Et il se dit : mais s’ils ne comprennent pas, c’est qu’ils n’ont sans doute pas la même idée que moi du passé. Donc la vraie question, c’est d’essayer de comprendre ce qu’est le passé pour eux. Donc, il retourne les interroger et là, il va les interroger sur le passé. Qu’est-ce que le passé pour eux ? Et là, il a le choc de sa vie. Enfin, c’est un peu ce qu’il dit. Ce dont il s’aperçoit, c’est que pour ces indigènes, le passé ne passe pas. Ou plutôt, ils n’ont pas du tout l’idée d’une différence entre le passé et le présent. Ah oui, ça peut sembler curieux. Mais pour eux, tout le passé est contenu dans le présent. Il ne s’efface jamais. Si bien que, s’il y a un meurtre, il n’y a aucune inquiétude pour le dénoncer rapidement, puisque de toute façon le meurtre ne passe pas. C’est comme s’il était présent. Donc même si je ne le dénonce pas, il ne va pas passer.

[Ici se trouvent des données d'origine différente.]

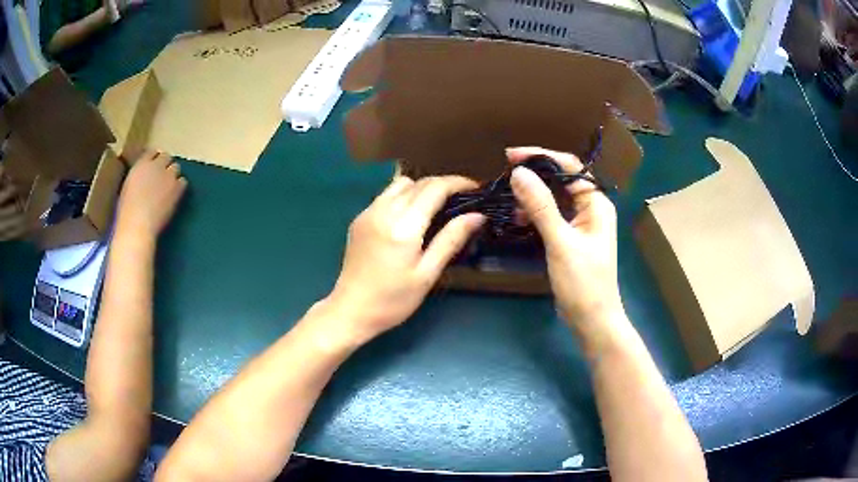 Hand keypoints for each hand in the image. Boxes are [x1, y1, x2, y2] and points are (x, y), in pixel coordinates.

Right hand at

Et la raison pour laquelle l’indigène est venu le dénoncer, c’est parce qu’il y avait l’armée américaine à ce moment-là. Mais de toute façon, pour lui, ça faisait dix-sept ans que ce n’était pas dénoncé. Ça ne veut pas dire qu’il avait oublié, ça ne veut pas dire qu’il n’allait pas le dénoncer. Mais à aucun moment, il ne s’est senti d’urgence en disant, il faut que je le dénonce.